Post by: Rivers on October 31, 2007, 07:06:15 PM
Great vids guys!

I'd just like to say I finally understood Muddy's place in music when, through reading rather than listening, I realized Muddy actually started the whole Chicago electric blues era. When you try to imagine what was going down in the hiatus before Muddy's first electric bands you get some idea of how he lit the fire. When you understand that you listen with whole new ears.
Title: Re: 1950's electric blues fans?
Post by: dj on November 01, 2007, 03:40:47 AM
Thanks for posting those videos, Pan!

According to Blues With A Feeling: The Little Walter Story by Tony Glover, Scott Dirks, and Ward Gaines, the videos must have been recorded during an October 1967 American Folk-Blues Festival tour of Europe - not sure exactly when, as they were taped for TV several times during the tour.  That's Dillard Crume on bass and Odie Payne on drums.
Title: Re: 1950's electric blues fans?
Post by: blueshome on November 01, 2007, 03:57:05 AM
I've just caught up with this thread.
At risk of pedantry, Robob, it was Walter Horton on Jimmy Rogers' "Walkin".
This solo is only surpassed by Big Walter's work on JOB with Johnny Shines where they are both at the top of their game - just listen to "Evening Sun" for how to build tension and excitment..
Title: Re: 1950's electric blues fans?
Post by: dave stott on November 01, 2007, 07:55:20 AM
I also just recently got turned onto a Texes Blues man who started out in the late 1930's and played well into the 1950s...

Smokey Hoggs.....

great R & B stuff with an influence from Big Bill and Wheatstraw..

the limited infor that I found on the internet seems to indicate he had trouble keeping a beat and was helped by a great background band.... But I like his stuff!!

Dave


Dave
Title: Re: 1950's electric blues fans?
Post by: RobBob on November 01, 2007, 09:26:13 AM
At risk of pedantry, Robob, it was Walter Horton on Jimmy Rogers' "Walkin".
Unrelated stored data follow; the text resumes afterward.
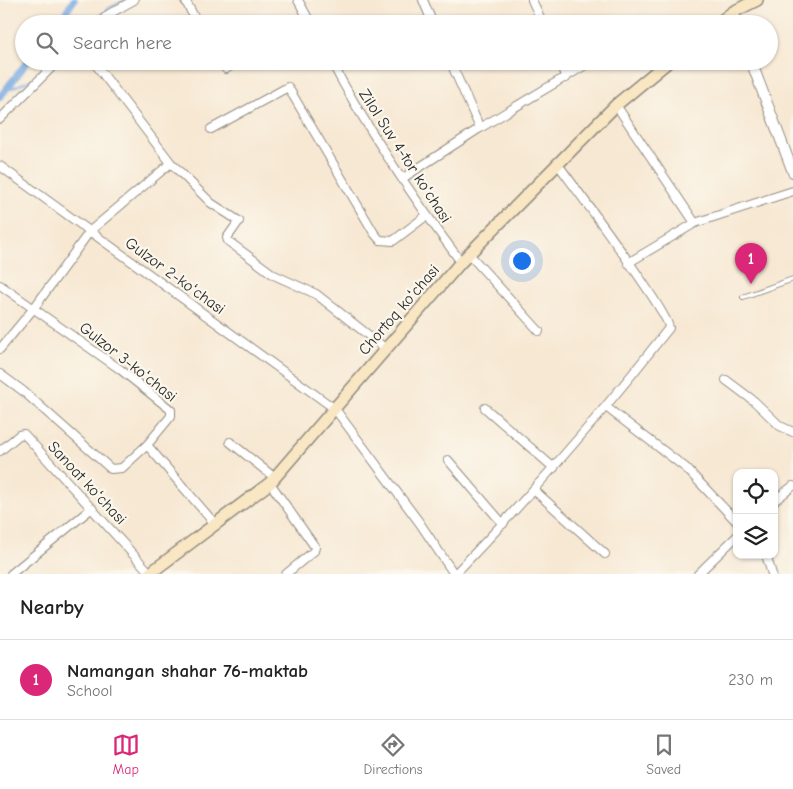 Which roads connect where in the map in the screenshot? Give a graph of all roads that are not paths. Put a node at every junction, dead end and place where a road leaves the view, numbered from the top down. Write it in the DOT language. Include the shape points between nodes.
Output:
graph roads {
  1 [pos="134,0"];
  2 [pos="185,0"];
  3 [pos="298,0"];
  4 [pos="423,0"];
  5 [pos="532,0"];
  6 [pos="757,0"];
  7 [pos="733,12"];
  8 [pos="108,15"];
  9 [pos="193,15"];
  10 [pos="306,15"];
  11 [pos="429,15"];
  12 [pos="538,15"];
  13 [pos="729,15"];
  14 [pos="734,15"];
  15 [pos="49,70"];
  16 [pos="100,70"];
  17 [pos="336,70"];
  18 [pos="454,70"];
  19 [pos="563,70"];
  20 [pos="578,70"];
  21 [pos="658,70"];
  22 [pos="755,70"];
  23 [pos="566,78"];
  24 [pos="616,105"];
  25 [pos="0,119"];
  26 [pos="480,128"];
  27 [pos="211,129"];
  28 [pos="171,162"];
  29 [pos="557,163"];
  30 [pos="0,166"];
  31 [pos="793,172"];
  32 [pos="403,178"];
  33 [pos="793,191"];
  34 [pos="426,216"];
  35 [pos="695,224"];
  36 [pos="90,231"];
  37 [pos="465,258"];
  38 [pos="628,263"];
  39 [pos="793,279"];
  40 [pos="0,285"];
  41 [pos="743,297"];
  42 [pos="34,308"];
  43 [pos="539,331"];
  44 [pos="0,349"];
  45 [pos="386,349"];
  46 [pos="0,374"];
  47 [pos="726,380"];
  48 [pos="606,407"];
  49 [pos="485,408"];
  50 [pos="334,409"];
  51 [pos="793,432"];
  52 [pos="230,442"];
  53 [pos="147,445"];
  54 [pos="1,448"];
  55 [pos="448,460"];
  56 [pos="554,468"];
  57 [pos="272,481"];
  58 [pos="793,486"];
  59 [pos="534,490"];
  60 [pos="778,499"];
  61 [pos="92,508"];
  62 [pos="733,518"];
  63 [pos="215,524"];
  64 [pos="503,524"];
  65 [pos="733,540"];
  66 [pos="605,554"];
  67 [pos="767,559"];
  68 [pos="11,574"];
  69 [pos="150,574"];
  70 [pos="286,574"];
  71 [pos="454,574"];
  72 [pos="698,574"];
  73 [pos="772,574"];
  1 -- 8 [label="street"];
  2 -- 9 [label="street"];
  3 -- 10 [label="street"];
  4 -- 11 [label="street"];
  5 -- 12 [label="street"];
  6 -- 7 [label="main road"];
  7 -- 13 [label="main road"];
  7 -- 14 [label="street"];
  15 -- 25 [label="street"];
  16 -- 28 [label="street"];
  17 -- 32 [label="street, Zilol Suv 4-tor koʻchasi" via="352,102"];
  18 -- 26 [label="street"];
  19 -- 23 [label="street"];
  20 -- 23 [label="street"];
  21 -- 24 [label="main road, Chortoq koʻchasi"];
  22 -- 31 [label="street"];
  23 -- 26 [label="street"];
  24 -- 29 [label="main road, Chortoq koʻchasi"];
  24 -- 35 [label="street"];
  26 -- 32 [label="street"];
  27 -- 34 [label="street" via="288,87 380,240 393,241"];
  28 -- 36 [label="street"];
  28 -- 45 [label="street" via="211,203 239,221 228,240 274,275 316,294"];
  29 -- 37 [label="main road, Chortoq koʻchasi"];
  29 -- 38 [label="street"];
  30 -- 36 [label="street, Gulzor 2-koʻchasi"];
  32 -- 34 [label="street, Zilol Suv 4-tor koʻchasi"];
  33 -- 35 [label="street"];
  34 -- 37 [label="street, Zilol Suv 4-tor koʻchasi"];
  35 -- 38 [label="street"];
  36 -- 42 [label="street"];
  36 -- 50 [label="street, Gulzor 2-koʻchasi"];
  37 -- 43 [label="street, Zilol Suv 4-tor koʻchasi"];
  37 -- 45 [label="main road, Chortoq koʻchasi"];
  38 -- 48 [label="street" via="667,320 669,328"];
  39 -- 41 [label="lane"];
  40 -- 42 [label="street, Gulzor 3-koʻchasi"];
  42 -- 44 [label="street"];
  42 -- 53 [label="street, Gulzor 3-koʻchasi" via="171,410 171,416"];
  45 -- 50 [label="main road, Chortoq koʻchasi"];
  46 -- 53 [label="street, Gulzor 3-koʻchasi" via="111,469 122,468"];
  47 -- 51 [label="street" via="780,426"];
  48 -- 56 [label="street"];
  48 -- 62 [label="street" via="686,468"];
  49 -- 56 [label="street"];
  50 -- 57 [label="main road, Chortoq koʻchasi"];
  50 -- 71 [label="street, Gulzor 2-koʻchasi"];
  52 -- 57 [label="street"];
  53 -- 63 [label="street"];
  54 -- 61 [label="street, Sanoat koʻchasi" via="24,434"];
  55 -- 64 [label="street"];
  56 -- 59 [label="street"];
  57 -- 63 [label="main road, Chortoq koʻchasi"];
  57 -- 70 [label="street" via="315,547"];
  58 -- 60 [label="street"];
  59 -- 64 [label="street"];
  59 -- 66 [label="street"];
  61 -- 68 [label="street"];
  61 -- 69 [label="street, Sanoat koʻchasi"];
  63 -- 69 [label="main road, Chortoq koʻchasi"];
  64 -- 71 [label="street"];
  65 -- 72 [label="street"];
  67 -- 73 [label="street"];
}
Yes, it was Big Walter.  I stand corrected.   Still a great break and one of my favorites.

RobBob
Title: Re: 1950's electric blues fans?
Post by: dj on November 01, 2007, 10:44:01 AM
Quote
the limited info that I found on the internet seems to indicate he had trouble keeping a beat

I wouldn't say Smokey Hogg had trouble keeping a beat.  Rather, like a lot of musicians from Charley Patton to Lightnin' Hopkins, he changed chords when he felt the change rather than adhering to a strict 12 bar format.  His backing band didn't always agree with this approach.   :)  I haven't heard it in a while, but if I recall correctly there's a song he recorded for Aladdin or Imperial where he berates one band member for not listening for the chord change.
   
Title: Re: 1950's electric blues fans?
Post by: Bunker Hill on November 01, 2007, 10:48:12 AM
I also just recently got turned onto a Texes Blues man who started out in the late 1930's and played well into the 1950s...

Smokey Hoggs.....

great R & B stuff with an influence from Big Bill and Wheatstraw..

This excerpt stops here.